In a sporting or fitness sense a long-term goal should reflect what you would ultimately like to achieve in your chosen sport.  For example it may be to finish a half marathon or marathon or an Olympic distance triathlon.  The long-term goal should be realistic and represent what you think your absolute best could be.

Medium Term Goals

Medium term goals may reflect a performance that you hope to achieve in say six months from now like finishing your first Olympic distance triathlon. The medium-term goal is usually a fixed date you are working towards.

Short Term Goals

The goals you set in the short-term help break up regular training and keep motivation and enthusiasm high whilst working towards a long-term aim.  If you have a medium term goal of completing an Olympic distance triathlon in 6 months, you should schedule 2 or 3 shorter races into your program to give you something to focus on.  Alternatively, time trials are brilliant short term goals.  STG, for example do cycle time trials every 4 weeks and they are used very effectively by a lot of our members to stay focused on their training.  If you don’t have short-term goals it can be difficult to maintain immediate focus in training and other commitments start to become more important.  In the off season you might do some running events like the City to Surf and 10km Bridge run, a short distance triathlon or do a swimming/riding/running time trial every 6 weeks to gauge your improvement.

Winter Training

The Big C

For those of you who have decided to tackle events in the next six months like the Noosa Triathlon or the City to Surf or the 10km Bridge Run the best piece of advice I can give you to is simply be consistent with your training!  If you do this you are three quarters of the way to achieving your goals.  This means getting to a training session even when it is a bit cold outside and not making excuses.  The indoor pools are still the same temperature in winter (if not warmer) and you will warm up in one lap as you do in summer.  Once you start running you warm up very quickly and the crispness of the winter air is brilliant.

Set yourself daily and weekly goals, for example to do 5 sessions per week, to go with your longer-term goals.
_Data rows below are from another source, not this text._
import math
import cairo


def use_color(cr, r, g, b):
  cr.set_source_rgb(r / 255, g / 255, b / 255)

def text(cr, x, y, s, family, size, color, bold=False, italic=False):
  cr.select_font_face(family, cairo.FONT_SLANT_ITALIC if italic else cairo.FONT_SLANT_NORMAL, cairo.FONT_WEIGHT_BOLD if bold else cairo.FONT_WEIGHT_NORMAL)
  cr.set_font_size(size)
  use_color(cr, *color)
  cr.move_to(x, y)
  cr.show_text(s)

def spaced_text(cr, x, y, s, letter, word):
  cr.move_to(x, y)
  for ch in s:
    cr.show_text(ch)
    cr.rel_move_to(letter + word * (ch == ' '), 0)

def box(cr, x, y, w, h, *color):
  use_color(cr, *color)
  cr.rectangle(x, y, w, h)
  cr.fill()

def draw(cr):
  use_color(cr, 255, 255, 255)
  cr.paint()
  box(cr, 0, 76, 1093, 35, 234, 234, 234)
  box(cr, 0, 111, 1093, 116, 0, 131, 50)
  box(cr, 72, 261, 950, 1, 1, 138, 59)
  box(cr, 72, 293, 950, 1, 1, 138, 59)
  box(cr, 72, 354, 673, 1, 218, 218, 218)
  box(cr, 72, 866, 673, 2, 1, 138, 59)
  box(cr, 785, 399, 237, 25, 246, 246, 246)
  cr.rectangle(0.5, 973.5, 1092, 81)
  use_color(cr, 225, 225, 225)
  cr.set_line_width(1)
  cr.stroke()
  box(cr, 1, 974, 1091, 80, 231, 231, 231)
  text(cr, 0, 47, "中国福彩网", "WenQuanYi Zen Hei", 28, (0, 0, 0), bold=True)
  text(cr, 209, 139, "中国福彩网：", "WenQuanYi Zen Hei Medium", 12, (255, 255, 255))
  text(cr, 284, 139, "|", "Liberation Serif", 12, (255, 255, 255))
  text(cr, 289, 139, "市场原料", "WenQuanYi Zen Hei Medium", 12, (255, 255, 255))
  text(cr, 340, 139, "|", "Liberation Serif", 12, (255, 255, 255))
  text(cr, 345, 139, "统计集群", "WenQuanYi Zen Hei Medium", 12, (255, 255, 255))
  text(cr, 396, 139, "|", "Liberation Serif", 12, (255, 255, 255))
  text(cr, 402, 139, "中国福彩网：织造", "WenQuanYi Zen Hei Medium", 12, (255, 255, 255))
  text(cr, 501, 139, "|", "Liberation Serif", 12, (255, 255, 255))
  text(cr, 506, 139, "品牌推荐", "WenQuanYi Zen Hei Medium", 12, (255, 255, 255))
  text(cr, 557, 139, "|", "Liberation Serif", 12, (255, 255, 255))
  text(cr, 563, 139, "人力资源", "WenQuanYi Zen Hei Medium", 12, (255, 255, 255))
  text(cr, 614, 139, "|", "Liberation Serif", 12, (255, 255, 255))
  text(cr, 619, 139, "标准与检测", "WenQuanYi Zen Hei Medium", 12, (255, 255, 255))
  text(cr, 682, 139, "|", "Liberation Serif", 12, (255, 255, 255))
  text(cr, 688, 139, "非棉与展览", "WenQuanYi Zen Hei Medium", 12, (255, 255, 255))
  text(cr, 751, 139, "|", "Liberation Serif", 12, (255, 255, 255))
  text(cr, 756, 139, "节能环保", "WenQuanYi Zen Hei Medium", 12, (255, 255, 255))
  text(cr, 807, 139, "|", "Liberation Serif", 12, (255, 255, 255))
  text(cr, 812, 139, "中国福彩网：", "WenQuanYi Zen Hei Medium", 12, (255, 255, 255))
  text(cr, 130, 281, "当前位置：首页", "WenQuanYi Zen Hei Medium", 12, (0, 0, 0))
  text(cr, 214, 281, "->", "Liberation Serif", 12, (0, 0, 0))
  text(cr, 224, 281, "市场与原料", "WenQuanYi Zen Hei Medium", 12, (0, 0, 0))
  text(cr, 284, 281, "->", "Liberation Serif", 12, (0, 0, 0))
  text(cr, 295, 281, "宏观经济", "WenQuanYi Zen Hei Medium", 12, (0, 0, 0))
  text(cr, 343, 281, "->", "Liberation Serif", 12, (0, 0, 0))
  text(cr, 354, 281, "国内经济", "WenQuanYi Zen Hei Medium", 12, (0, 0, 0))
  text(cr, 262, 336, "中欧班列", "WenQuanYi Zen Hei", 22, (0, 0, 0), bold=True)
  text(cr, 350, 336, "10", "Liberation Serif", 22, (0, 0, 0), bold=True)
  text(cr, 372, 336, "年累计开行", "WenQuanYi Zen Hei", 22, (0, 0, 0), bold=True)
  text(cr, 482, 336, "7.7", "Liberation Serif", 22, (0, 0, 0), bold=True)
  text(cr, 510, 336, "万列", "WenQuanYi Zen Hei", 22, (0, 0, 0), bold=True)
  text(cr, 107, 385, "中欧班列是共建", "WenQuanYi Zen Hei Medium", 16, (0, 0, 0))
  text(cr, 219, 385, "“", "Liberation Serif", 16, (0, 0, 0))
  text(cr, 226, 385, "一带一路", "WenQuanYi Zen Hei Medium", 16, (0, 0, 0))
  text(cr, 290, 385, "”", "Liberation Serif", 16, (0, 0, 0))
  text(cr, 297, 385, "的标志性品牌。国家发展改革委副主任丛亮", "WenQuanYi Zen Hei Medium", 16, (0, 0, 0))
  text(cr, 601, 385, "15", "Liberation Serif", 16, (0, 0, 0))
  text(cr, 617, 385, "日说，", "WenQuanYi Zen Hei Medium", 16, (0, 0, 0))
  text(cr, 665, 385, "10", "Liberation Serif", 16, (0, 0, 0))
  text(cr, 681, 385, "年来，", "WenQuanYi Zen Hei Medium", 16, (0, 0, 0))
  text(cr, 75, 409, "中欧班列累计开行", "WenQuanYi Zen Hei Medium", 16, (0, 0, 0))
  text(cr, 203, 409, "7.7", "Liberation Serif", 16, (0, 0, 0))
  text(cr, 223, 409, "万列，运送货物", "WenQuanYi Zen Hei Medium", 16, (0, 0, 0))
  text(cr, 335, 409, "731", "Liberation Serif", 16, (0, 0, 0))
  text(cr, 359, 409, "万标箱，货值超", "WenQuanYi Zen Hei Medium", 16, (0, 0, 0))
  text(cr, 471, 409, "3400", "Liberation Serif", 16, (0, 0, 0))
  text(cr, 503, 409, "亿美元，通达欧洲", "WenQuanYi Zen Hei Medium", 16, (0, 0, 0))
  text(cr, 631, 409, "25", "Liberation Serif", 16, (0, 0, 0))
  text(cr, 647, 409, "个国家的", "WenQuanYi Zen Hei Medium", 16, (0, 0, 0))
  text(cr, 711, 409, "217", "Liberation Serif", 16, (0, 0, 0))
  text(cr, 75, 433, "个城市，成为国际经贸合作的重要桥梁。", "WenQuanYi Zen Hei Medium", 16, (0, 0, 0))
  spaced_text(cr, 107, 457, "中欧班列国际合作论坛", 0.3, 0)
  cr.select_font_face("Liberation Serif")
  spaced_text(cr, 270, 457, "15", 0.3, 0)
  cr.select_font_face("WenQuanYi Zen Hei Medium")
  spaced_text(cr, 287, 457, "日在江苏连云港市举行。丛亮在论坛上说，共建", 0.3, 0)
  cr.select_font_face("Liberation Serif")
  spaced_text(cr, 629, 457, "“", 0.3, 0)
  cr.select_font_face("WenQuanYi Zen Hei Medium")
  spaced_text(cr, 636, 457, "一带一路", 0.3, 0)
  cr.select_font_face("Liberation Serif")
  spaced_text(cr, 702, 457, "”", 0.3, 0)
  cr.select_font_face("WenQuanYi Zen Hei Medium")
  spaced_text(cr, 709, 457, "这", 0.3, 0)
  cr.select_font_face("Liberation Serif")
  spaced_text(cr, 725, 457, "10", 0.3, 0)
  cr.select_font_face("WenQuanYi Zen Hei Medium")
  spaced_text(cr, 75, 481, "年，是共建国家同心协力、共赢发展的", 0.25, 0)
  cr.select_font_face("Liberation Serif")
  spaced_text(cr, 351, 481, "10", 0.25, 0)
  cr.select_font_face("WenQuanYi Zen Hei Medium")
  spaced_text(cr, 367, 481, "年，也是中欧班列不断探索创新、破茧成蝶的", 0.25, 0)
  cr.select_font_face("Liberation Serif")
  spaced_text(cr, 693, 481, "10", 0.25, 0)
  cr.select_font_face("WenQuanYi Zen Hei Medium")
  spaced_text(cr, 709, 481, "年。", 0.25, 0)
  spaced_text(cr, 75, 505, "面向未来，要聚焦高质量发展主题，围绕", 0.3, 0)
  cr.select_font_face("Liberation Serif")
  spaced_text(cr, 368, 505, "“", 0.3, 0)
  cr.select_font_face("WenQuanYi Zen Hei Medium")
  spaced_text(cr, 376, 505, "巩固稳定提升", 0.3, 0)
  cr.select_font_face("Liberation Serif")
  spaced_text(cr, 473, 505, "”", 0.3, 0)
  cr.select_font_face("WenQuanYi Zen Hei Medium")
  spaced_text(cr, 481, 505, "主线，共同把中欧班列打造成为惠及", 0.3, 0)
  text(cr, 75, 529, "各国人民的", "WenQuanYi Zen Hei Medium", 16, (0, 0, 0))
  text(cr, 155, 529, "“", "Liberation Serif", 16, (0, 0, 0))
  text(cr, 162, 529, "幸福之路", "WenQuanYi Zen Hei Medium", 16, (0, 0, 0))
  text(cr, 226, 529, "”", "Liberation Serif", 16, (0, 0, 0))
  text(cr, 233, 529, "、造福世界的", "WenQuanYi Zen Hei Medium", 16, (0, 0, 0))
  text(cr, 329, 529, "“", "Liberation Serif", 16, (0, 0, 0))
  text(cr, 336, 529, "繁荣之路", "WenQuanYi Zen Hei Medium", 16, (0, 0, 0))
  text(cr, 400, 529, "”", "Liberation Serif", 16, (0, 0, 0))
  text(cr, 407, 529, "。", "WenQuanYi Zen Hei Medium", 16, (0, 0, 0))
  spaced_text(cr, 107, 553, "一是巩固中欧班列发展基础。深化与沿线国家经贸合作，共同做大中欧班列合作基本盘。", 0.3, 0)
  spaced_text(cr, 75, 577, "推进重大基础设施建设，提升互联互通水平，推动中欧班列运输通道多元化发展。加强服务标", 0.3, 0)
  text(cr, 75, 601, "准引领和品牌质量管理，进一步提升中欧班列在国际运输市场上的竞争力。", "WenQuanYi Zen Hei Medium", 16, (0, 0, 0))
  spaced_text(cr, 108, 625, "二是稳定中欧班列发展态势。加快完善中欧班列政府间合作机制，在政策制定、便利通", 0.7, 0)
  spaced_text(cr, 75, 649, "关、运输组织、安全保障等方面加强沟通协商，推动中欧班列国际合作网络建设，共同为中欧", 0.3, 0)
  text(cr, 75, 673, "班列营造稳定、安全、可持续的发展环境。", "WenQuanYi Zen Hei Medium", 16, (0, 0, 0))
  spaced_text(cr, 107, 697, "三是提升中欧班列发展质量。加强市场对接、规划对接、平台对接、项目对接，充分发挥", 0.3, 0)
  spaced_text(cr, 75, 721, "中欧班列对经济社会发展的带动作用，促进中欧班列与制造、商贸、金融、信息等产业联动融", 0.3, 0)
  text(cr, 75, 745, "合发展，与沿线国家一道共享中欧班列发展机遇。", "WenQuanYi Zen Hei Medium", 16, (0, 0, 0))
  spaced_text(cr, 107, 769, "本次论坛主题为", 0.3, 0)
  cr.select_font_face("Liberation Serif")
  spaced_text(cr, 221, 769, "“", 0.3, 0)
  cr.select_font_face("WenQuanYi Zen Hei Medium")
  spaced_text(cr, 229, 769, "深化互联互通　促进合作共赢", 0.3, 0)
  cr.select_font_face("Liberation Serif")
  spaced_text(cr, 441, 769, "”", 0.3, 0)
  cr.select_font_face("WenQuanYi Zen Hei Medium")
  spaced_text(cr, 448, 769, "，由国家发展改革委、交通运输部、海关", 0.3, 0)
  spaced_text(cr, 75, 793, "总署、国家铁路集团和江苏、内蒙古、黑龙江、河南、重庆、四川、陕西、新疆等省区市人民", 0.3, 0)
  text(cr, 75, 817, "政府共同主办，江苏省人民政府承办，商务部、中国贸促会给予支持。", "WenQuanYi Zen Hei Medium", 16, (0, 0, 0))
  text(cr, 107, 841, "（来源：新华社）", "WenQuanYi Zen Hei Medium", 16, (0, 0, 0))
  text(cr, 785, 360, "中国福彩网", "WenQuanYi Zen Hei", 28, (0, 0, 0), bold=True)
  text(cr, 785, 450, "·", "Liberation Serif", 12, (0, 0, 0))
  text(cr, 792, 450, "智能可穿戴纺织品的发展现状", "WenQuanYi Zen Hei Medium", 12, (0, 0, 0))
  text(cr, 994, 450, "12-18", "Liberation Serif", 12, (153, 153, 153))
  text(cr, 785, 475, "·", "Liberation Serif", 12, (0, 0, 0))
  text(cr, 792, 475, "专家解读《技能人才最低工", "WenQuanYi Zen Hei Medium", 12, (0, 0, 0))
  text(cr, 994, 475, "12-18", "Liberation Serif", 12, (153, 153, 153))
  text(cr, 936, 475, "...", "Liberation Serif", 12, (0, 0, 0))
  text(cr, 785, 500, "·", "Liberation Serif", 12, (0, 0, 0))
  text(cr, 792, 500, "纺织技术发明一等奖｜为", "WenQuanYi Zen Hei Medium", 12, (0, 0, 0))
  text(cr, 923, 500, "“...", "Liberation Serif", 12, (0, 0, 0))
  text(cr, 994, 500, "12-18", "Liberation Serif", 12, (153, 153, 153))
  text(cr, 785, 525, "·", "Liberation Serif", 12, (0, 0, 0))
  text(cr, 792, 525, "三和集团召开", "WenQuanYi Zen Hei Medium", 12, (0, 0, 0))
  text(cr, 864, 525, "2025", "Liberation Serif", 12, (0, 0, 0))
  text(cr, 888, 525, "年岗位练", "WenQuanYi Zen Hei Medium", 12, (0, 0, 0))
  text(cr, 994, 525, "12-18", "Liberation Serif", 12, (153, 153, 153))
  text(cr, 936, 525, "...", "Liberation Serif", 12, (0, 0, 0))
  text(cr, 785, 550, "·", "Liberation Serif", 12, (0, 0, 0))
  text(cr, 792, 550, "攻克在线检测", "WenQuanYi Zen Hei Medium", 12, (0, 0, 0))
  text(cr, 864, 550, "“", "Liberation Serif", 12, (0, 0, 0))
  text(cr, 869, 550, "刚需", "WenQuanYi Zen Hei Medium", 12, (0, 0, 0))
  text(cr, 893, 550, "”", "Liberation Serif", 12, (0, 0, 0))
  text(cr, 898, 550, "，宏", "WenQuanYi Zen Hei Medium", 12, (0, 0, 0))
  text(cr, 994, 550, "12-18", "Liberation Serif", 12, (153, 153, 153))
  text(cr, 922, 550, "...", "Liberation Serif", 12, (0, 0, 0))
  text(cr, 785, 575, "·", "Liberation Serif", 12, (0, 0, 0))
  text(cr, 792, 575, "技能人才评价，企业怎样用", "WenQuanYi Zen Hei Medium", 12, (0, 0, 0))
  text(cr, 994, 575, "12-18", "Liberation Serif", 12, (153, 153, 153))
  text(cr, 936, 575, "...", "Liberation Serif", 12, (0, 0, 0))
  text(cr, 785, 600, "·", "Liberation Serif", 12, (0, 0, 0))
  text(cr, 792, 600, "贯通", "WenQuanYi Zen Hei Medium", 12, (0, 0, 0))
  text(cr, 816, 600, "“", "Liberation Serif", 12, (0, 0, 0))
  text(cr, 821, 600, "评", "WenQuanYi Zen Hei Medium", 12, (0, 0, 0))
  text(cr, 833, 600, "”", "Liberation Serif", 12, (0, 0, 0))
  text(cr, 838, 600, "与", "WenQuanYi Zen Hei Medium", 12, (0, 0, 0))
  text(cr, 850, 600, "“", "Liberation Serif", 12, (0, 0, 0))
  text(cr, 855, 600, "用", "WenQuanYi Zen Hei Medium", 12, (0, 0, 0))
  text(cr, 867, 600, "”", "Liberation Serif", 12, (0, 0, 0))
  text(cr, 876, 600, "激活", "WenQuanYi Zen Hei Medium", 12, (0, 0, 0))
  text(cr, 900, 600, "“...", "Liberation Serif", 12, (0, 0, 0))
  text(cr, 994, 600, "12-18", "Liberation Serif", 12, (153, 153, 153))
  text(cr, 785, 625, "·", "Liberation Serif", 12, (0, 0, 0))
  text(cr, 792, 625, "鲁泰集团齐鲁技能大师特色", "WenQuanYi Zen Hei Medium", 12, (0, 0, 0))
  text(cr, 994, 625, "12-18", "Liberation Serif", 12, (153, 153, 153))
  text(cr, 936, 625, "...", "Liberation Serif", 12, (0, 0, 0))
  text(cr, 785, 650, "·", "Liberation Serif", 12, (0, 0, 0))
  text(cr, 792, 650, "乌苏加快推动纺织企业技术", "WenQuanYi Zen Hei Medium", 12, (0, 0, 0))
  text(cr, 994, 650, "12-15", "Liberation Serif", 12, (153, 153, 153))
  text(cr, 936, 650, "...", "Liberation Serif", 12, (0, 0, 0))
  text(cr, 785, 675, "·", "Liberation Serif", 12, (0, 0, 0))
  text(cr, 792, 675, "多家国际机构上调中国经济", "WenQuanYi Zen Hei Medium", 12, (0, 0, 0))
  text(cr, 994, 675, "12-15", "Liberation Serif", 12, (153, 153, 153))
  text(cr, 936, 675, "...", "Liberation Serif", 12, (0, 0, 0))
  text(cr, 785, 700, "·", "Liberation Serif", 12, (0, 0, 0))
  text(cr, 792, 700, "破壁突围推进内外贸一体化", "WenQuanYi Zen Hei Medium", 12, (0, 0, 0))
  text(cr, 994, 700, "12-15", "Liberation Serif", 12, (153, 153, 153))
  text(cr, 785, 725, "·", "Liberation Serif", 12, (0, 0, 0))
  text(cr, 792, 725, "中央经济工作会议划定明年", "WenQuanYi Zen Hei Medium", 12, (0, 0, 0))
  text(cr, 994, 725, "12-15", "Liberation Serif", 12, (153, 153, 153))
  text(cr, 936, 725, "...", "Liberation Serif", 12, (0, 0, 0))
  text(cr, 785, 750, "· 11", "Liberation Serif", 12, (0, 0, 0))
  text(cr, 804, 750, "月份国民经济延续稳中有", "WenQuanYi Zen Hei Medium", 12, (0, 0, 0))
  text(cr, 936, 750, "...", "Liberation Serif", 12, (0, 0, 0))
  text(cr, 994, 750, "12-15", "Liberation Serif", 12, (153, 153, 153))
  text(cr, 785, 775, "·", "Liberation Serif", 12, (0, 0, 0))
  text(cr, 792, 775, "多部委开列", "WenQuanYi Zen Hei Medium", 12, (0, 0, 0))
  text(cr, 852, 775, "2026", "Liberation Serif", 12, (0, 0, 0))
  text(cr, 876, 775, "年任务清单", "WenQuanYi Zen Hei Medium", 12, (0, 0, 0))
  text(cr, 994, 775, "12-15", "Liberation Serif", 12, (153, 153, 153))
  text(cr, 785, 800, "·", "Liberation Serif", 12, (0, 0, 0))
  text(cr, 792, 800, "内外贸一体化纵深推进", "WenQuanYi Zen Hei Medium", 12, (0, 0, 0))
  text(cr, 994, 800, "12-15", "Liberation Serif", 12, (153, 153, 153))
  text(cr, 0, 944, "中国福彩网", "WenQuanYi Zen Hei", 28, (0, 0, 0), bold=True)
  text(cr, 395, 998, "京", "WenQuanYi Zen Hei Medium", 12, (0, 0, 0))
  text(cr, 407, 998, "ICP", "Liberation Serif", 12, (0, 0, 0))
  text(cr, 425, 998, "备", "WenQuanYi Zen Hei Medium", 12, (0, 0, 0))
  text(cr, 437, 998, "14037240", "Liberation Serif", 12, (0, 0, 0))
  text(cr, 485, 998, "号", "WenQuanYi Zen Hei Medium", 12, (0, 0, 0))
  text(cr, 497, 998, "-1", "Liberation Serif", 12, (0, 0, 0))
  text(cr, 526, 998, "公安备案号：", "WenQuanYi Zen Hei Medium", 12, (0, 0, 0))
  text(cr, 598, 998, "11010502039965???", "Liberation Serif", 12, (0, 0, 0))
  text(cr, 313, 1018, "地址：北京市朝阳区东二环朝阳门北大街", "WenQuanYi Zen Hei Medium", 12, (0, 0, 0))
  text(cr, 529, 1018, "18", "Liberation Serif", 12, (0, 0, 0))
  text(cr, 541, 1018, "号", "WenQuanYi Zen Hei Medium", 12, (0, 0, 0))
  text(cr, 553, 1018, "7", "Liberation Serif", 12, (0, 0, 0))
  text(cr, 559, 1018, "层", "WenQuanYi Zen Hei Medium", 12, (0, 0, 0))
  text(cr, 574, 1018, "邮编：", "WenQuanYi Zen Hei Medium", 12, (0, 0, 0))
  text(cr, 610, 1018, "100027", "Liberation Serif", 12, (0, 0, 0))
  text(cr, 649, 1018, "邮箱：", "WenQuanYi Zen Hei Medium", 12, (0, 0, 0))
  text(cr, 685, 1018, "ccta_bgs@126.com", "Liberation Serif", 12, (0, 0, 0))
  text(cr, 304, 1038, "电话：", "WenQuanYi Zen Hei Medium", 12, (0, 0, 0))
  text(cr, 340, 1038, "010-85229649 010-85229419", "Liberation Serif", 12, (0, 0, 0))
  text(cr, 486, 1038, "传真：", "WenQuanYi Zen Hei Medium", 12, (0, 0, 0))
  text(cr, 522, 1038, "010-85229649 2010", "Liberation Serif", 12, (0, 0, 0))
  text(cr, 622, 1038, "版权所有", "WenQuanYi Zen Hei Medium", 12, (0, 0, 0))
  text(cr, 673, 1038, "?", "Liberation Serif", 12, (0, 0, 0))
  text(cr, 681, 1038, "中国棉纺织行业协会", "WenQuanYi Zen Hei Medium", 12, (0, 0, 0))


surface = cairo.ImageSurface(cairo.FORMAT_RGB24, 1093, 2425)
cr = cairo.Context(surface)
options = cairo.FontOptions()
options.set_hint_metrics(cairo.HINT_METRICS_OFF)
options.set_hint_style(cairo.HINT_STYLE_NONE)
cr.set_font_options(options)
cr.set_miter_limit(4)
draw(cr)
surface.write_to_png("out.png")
After a month or so you will start to feel fit and your bigger goals won’t seem so daunting.  It is a good idea to keep a training diary, which should contain your intended and actual training for the up coming weeks and months. It is easier to reach weekly training goals if you keep a diary because it keeps you honest.  No one likes to see too many unplanned zeros in black and white.

Build a Big Base

Draw two straight horizontal lines on a page, the second twice as long as the first and then construct a pyramid from each base line.  You will notice that a much bigger pyramid can be constructed if it has a bigger base. This same law applies to fitness.  You need to build a large fitness base in the months leading up to an event you plan to do if you want to reach your full potential.  Trying to get fitness 3 weeks before the race is too late if you want to perform your best and feel good doing it.

Base fitness work isn’t fast lung busting training.  It is longer and slower in nature (aerobic) and slightly uncomfortable but you should be able to converse with your training partner.  It equates to approximately 7075% of your maximum heart rate, which is aerobic.  You should aim to increase training volume by about 10% per week (no more than this) until time restraints prevent you from increasing training distances any further. Include a small amount of strength work (hills when running or riding and pull buoys and hand paddles when swimming or weights in the gym) and a small amount of speed work.  80-90% of your training though should be completed at 70-75% of MHR and the rest should be strength and speed work.

So I will leave you with a quote by one of the worlds greatest motivators, Zig Ziglar (what were his parents thinking).  “Do you know that more houses are destroyed by termites each year than hurricanes and floods combined?”

Meaning: If you want to achieve a goal, don’t race like a hurricane, nibble away at it like a termite.  Set tiny achievable goals and you should make it harder to fail than succeed.

And don’t forget to enjoy yourself along the way!